*TASK ITEM*
For every line in the data below, check for the word "direction", then state how many lines have it. Answer with the number only.

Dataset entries

►

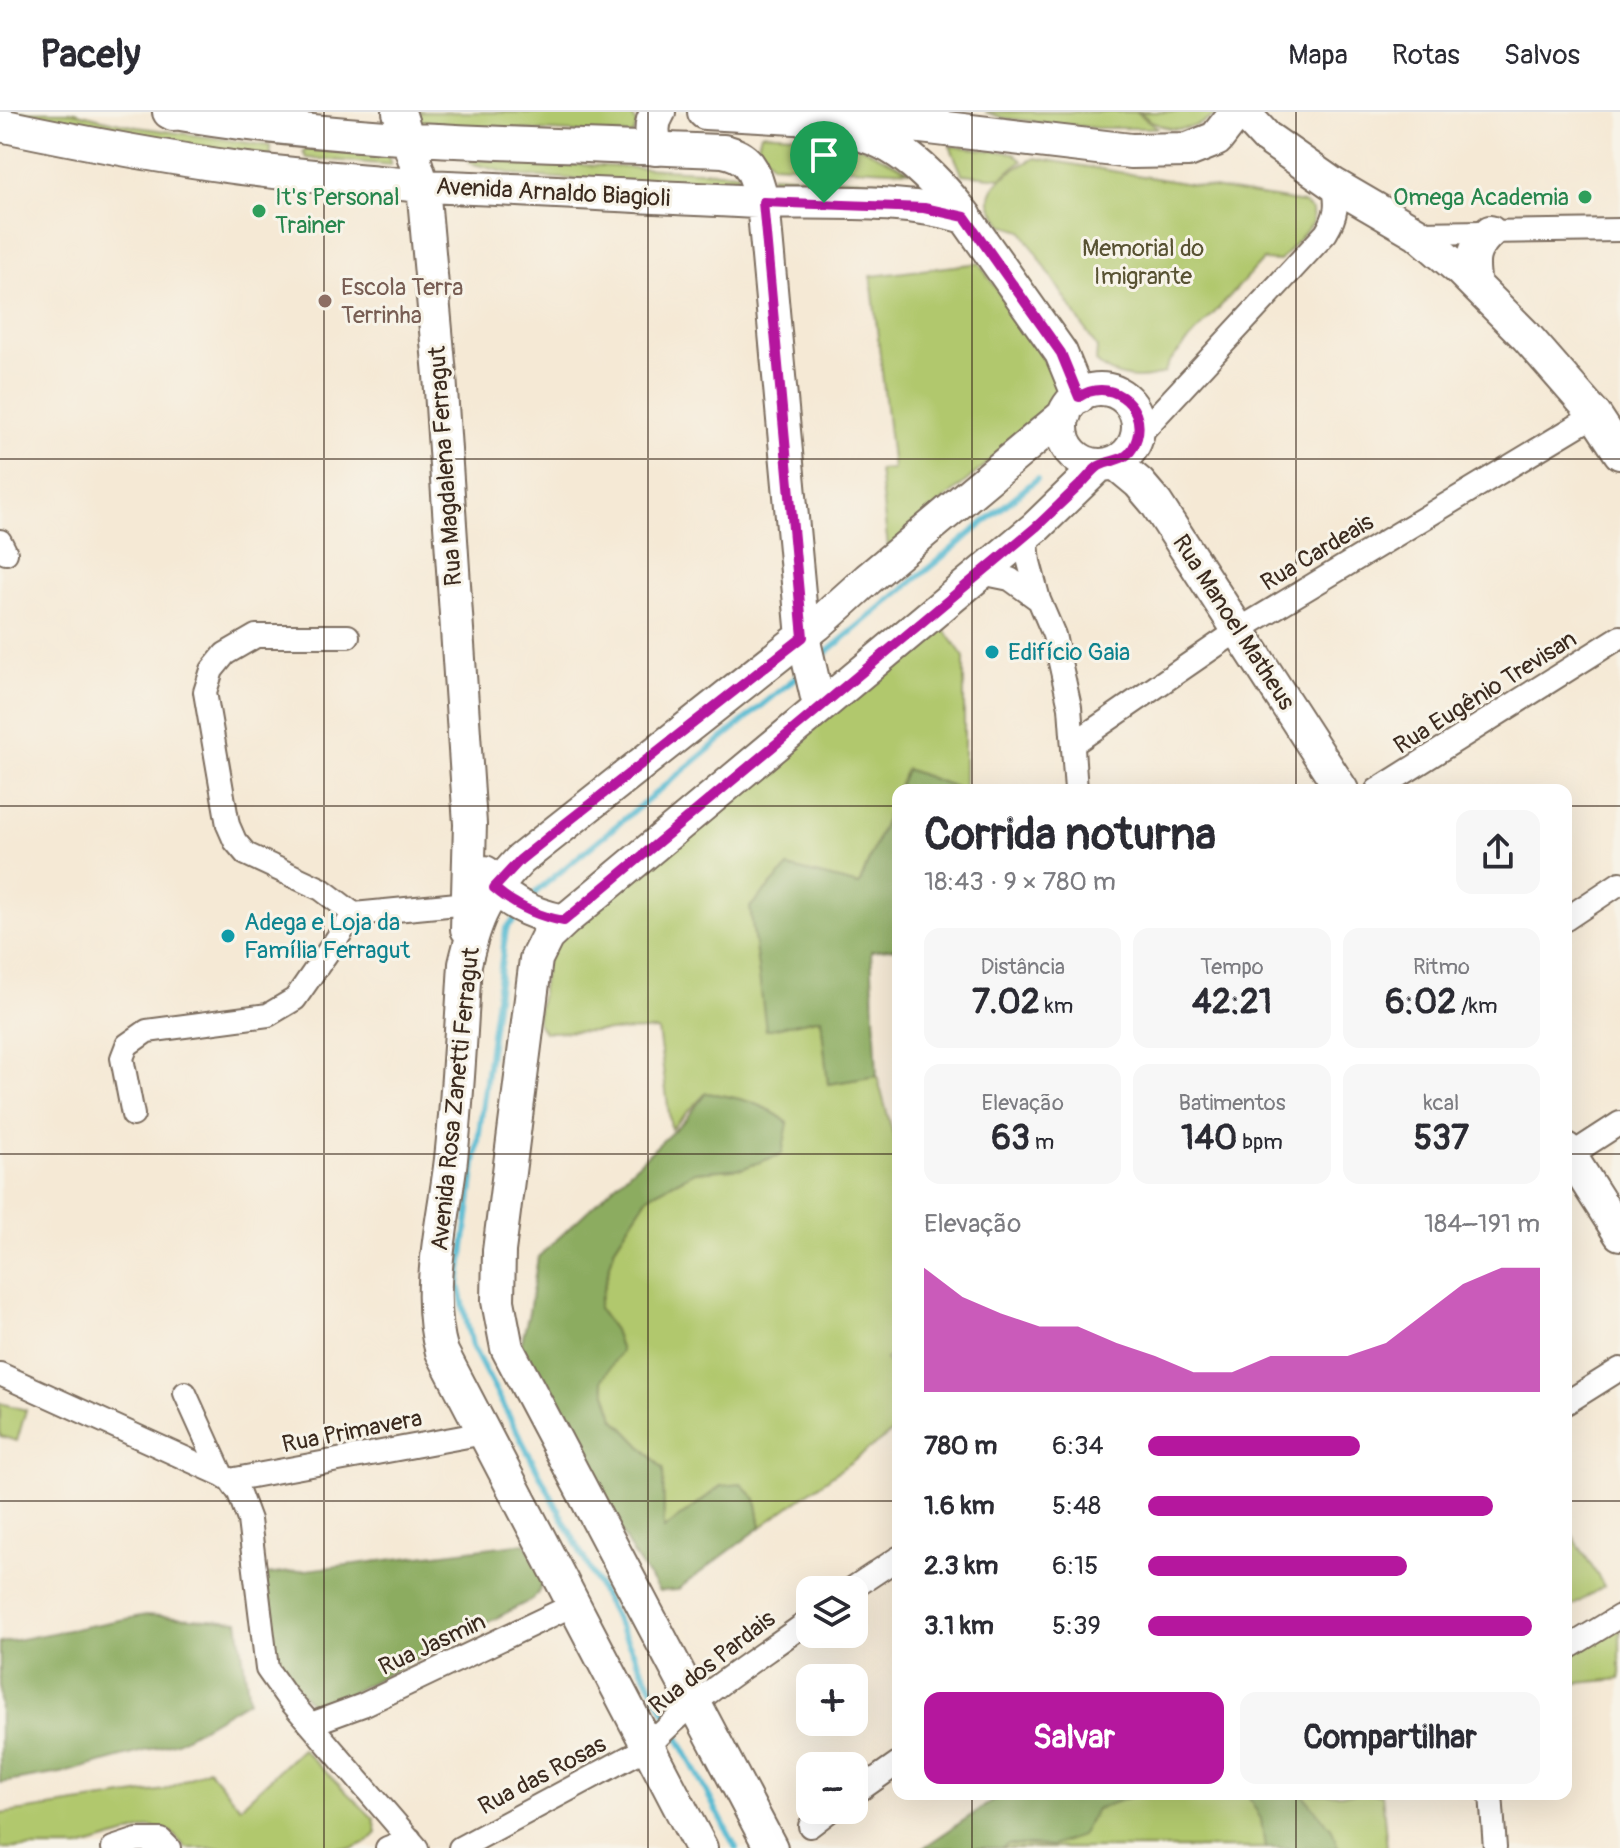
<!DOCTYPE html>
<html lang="pt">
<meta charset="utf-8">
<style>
:root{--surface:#fff;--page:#f7f7f7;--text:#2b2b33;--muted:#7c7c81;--line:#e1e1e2;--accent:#b5179e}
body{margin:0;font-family:Pangolin,sans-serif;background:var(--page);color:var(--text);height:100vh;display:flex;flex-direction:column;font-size:30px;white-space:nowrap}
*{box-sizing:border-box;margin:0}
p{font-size:26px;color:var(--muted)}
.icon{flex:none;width:44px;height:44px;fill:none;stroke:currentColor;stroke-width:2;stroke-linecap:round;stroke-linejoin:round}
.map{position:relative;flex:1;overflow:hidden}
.side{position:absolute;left:892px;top:672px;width:680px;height:1016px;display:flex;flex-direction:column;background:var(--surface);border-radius:16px;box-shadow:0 8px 32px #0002}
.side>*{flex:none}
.fabs{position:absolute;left:796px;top:1464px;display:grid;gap:16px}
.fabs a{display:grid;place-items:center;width:72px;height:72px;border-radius:16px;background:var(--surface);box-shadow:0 8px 32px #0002;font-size:40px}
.pin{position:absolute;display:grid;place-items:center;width:68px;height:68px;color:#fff;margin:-82px -34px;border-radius:50% 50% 50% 0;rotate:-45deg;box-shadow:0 0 8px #0007}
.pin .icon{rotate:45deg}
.round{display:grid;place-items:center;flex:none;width:84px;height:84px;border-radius:16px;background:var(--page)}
.summary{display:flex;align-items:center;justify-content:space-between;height:136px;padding:0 32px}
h1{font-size:44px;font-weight:800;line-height:60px}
.figures{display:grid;grid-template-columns:repeat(3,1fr);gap:12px;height:136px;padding:8px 32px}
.figures div{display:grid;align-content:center;border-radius:16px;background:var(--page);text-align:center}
.figures b{font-size:34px;font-weight:800}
.figures small{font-size:22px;font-weight:400}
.figures p{font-size:22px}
.chart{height:224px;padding:16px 32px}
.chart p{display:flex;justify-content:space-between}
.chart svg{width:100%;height:144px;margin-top:8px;fill:var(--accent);opacity:.7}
.cta{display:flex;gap:16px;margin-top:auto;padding:16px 32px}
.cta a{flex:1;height:92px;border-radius:16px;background:var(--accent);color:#fff;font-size:32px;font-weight:800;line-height:92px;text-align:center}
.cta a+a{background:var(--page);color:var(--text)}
ul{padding:0 32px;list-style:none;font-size:26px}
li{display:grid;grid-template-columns:128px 96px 1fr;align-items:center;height:60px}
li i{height:20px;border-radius:10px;background:var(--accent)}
header{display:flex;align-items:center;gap:48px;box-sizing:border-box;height:112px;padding:0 40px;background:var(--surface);border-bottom:2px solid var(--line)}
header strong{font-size:38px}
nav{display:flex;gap:44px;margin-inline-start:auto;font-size:28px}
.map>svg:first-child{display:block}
</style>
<header>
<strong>Pacely</strong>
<nav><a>Mapa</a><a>Rotas</a><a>Salvos</a></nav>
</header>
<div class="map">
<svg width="1620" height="1736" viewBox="0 0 1620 1736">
<rect width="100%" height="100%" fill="#f7f3e8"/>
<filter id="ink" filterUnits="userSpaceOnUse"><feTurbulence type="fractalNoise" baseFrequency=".0125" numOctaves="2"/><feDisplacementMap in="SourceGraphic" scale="16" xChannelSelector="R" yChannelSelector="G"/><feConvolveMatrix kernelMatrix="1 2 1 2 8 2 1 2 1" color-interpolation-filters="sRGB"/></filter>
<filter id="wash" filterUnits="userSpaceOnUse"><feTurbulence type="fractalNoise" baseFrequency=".006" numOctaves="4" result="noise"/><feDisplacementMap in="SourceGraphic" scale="32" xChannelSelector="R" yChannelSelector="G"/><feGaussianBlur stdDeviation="1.8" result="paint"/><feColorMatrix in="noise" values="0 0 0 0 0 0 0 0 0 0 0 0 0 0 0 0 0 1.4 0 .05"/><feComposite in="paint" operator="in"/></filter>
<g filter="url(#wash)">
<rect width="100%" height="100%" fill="#f5e9d5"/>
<!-- green -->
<path fill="#b1c86d" stroke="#767946" stroke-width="2" d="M0 0H73L137 15 270 34 272 50Z
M418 0 623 1 632 3 637 12 633 23 421 13Z
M985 0H1137L1157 16H1096L1003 6Z
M1140 0H1219C1194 21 1165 24 1140 0Z
M761 21 842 26 910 59 772 52 758 33Z
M950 34 1014 41 1022 49 1000 66 962 62Z
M305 37 387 41 391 53 306 46 303 40Z
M1035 46 1303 91 1312 98 1313 111 1280 149 1263 148 1169 250 1164 261C1141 270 1114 267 1096 250L1097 236 1022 119 1003 113C998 106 991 97 990 90 987 69 1020 54 1035 46Z
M469 47 739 61 735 73 726 76 521 64 469 51Z
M771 63 926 71 937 82 776 77Z
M979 151 1057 267 1058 281 1053 296 888 435 879 358 893 357 871 164Z
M940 511 964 545V678L906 657 859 774 788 755 766 917 821 906 828 972 877 964 898 1041V1240L886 1247 898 1266V1316L761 1415 756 1387 721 1374 664 1418 663 1357 614 1306 602 1268 614 1218 598 1196 615 1135 648 1084 695 1060 744 1056 788 1011C764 991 738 985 706 981L671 1017 658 918 544 920 537 910 546 850 558 829Z
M0 1291 26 1298 17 1329 0 1324Z
M1566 1413 1604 1474 1566 1498Z
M1620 1509V1567L1568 1572 1567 1544Z
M302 1637 374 1707 377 1721 368 1730 353 1736H186L171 1720 151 1715 80 1736H0V1702L165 1678 208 1657 240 1695Z
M1003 1682H1382L1387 1736H923Z"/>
<!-- forest -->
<path fill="#8cac60" stroke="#646b3f" stroke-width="2" d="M906 657 963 678H898V836L871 839 877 964 828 972 821 906 766 918 750 795 788 755 859 773Z
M706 981C738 985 764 991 788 1011L782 1042 744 1056 695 1060 648 1084 615 1135 598 1196 614 1218 621 1239 602 1268 614 1306 663 1357 664 1417 721 1374 741 1372 756 1387 761 1415 677 1478 659 1479 633 1442 521 1233 529 1200 538 1145 686 1007Z
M525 1431C536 1452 552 1467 533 1487L325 1594 312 1593 274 1549 265 1463Z
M146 1503 238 1509 249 1588 177 1630 67 1660 0 1671V1531Z
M1003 1682H1139L1096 1697 1081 1724 1052 1734 1008 1732 1002 1736H923Z
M1247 1682H1302L1332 1717 1338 1736H1265L1261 1707Z"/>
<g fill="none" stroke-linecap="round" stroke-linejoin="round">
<!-- stream -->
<path stroke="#53b9d1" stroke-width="6" d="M817 548 1037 367
M529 789 537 779 799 563
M517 804 506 817 459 1173 472 1234 669 1608
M674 1618 736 1736"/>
</g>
</g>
<g filter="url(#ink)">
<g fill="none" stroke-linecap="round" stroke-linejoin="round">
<!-- street casing -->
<g stroke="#7c6d5e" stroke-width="26">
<path id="street" d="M1417 121 1620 118
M1138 324 1326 121C1337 103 1338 92 1333 72
M1036 416 1027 431 1029 450 1039 488 1054 523 1070 595 1076 678
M0 429 6 441
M981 461 1010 467 1039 488
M348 524H256L225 542 212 558 205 580 228 713 235 729 246 742 321 777 354 802 468 791 479 785
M1073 632 1240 517 1595 303
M1377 678 1620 525
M1566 807 1620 771
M133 1003 122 946 127 933 147 919 268 903 295 887 354 802
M1566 1046 1620 1011
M0 1262 222 1363
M185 1281 222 1363 230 1368 239 1381 249 1408 267 1557 286 1584 417 1736
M1566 1291 1620 1257
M230 1368 484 1321
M850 1478 898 1446
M1566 1537 1620 1504
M311 1612 363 1593 573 1493
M854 1682 898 1651
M1491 1682 1495 1736
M810 1714 831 1698
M113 1736 137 1728H161L169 1736
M387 1736 410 1727
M460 1736 648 1635C694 1585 756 1548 810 1508"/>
</g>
<!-- secondary casing -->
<g stroke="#7c6d5e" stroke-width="36">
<path id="secondary" d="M169 0C351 32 538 31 723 39 754 45 754 63 763 90L803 525 819 594
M399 0 423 74 440 263 470 712 467 817
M1243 0 1266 25 1333 72 1417 121 1461 159 1527 225 1595 303 1620 341
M0 13C80 30 159 45 240 56 301 64 362 68 423 74 535 78 646 85 758 90 826 92 899 86 965 105L1061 241 1079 285
M1475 173C1471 148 1471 138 1490 120
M1062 315a38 38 0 1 1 76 0a38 38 0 1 1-76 0Z
M1115 351 1139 371 1156 391 1342 678
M485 760C502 790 531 802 564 809
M1566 1037 1620 1122
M701 1736 442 1240C424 1179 444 1109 451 1047 458 982 461 917 465 852 476 804 486 784 520 748L817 513 868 467 1065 302
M771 1736 507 1236 498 1189 499 1139 536 847 547 825 564 809 1036 415 1100 353"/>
</g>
<!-- primary casing -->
<g stroke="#7c6d5e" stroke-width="38">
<path id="primary" d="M705 0 887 10 1131 39 1188 38 1216 27 1237 0
M173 1 174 0
M849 19C898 27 935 67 965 105
M656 36C652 23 650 12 658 0"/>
</g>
<!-- street -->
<use href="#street" stroke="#fff" stroke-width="22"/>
<!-- secondary -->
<use href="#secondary" stroke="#fff" stroke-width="32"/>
<!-- primary -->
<use href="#primary" stroke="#fff" stroke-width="34"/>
</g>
</g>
<g fill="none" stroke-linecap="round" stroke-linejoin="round" filter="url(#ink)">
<!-- route casing -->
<g stroke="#fff" stroke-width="16">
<path id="route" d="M763 90 924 96 965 105 1061 241 1079 285C1107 265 1147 291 1137 326 1129 352 1115 345 1099 354 1093 358 1087 366 1081 372 1066 386 1051 401 1036 415L564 809C537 804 515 794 494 776L520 748 566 711 803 525Z"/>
</g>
<!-- route -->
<use href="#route" stroke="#b5179e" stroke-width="10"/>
</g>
<!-- grid -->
<path fill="none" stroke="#3b2a1e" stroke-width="2" stroke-opacity="0.55" d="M324 0V1736M648 0V1736M972 0V678M1296 0V678M0 347H1620M0 694H898M1566 694H1620M0 1042H898M1566 1042H1620M0 1389H898M1566 1389H1620M972 1682V1736M1296 1682V1736"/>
<!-- markers -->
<g fill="#2e9e5b" stroke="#f7f3e8" stroke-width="3">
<circle cx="1585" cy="85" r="8"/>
<circle cx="259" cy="99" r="8"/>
</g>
<circle fill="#8d6e63" stroke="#f7f3e8" stroke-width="3" cx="325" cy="189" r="8"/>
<g fill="#0f9aa8" stroke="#f7f3e8" stroke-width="3">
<circle cx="992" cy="540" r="8"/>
<circle cx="228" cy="824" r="8"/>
</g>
<g text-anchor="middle" stroke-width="6" stroke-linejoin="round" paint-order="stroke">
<!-- street labels -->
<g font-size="24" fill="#3b2a1e" stroke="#f7f3e8">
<text transform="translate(553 80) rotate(3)" y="8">Avenida Arnaldo Biagioli</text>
<text transform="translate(445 354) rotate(-94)" y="8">Rua Magdalena Ferragut</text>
<text transform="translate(1317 440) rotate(-31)" y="8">Rua Cardeais</text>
<text transform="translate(1234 510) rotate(57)" y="8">Rua Manoel Matheus</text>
<text transform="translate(1485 580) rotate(-32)" y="8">Rua Eugênio Trevisan</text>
<text transform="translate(455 987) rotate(-84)" y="8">Avenida Rosa Zanetti Ferragut</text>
<text transform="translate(352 1319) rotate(-11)" y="8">Rua Primavera</text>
<text transform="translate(432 1532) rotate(-25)" y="8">Rua Jasmin</text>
<text transform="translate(712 1550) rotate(-38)" y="8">Rua dos Pardais</text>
<text transform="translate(542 1663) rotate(-28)" y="8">Rua das Rosas</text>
</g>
<!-- leisure labels -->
<g font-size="24" fill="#27864d" stroke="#f7f3e8" text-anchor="start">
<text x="275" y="93">It's Personal<tspan x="275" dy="28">Trainer</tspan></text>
<text x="1569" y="93" text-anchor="end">Omega Academia</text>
</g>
<!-- park labels -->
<g font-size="24" fill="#585232" stroke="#f7f3e8">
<text x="1143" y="144">Memorial do<tspan x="1143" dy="28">Imigrante</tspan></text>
</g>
<!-- education labels -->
<g font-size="24" fill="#785e54" stroke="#f7f3e8" text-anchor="start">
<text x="341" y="183">Escola Terra<tspan x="341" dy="28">Terrinha</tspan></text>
</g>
<!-- culture labels -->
<g font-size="24" fill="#0d838f" stroke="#f7f3e8" text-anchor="start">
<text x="1008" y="548">Edifício Gaia</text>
<text x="244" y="818">Adega e Loja da<tspan x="244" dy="28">Família Ferragut</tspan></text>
</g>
</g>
</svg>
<div class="fabs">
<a><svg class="icon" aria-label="layers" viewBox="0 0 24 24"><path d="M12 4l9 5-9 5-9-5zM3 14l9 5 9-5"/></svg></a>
<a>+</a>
<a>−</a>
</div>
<div class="pin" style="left:824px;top:91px;background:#1e9e55"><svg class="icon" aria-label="arrive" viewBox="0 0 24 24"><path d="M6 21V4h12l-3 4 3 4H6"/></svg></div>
<section class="side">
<div class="summary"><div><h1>Corrida noturna</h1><p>18:43 · 9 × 780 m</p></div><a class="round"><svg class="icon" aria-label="share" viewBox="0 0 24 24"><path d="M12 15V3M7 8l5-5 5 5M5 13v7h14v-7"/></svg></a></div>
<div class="figures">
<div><p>Distância</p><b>7.02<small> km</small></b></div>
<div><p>Tempo</p><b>42:21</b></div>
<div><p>Ritmo</p><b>6:02<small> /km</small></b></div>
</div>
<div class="figures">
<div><p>Elevação</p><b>63<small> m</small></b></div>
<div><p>Batimentos</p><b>140<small> bpm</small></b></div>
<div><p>kcal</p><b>537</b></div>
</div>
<div class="chart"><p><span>Elevação</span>184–191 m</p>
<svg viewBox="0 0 160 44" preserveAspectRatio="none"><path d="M0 44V6L10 15L20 20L30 24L40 24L50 29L60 33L70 38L80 38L90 33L100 33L110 33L120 29L130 20L140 11L150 6L160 6V44z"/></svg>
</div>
<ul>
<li><b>780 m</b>6:34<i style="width:54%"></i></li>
<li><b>1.6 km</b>5:48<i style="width:88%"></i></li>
<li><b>2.3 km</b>6:15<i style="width:66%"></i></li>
<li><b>3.1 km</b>5:39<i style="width:98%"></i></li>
</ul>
<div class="cta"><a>Salvar</a><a>Compartilhar</a></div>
</section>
</div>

◄

*RESULT BELOW*
2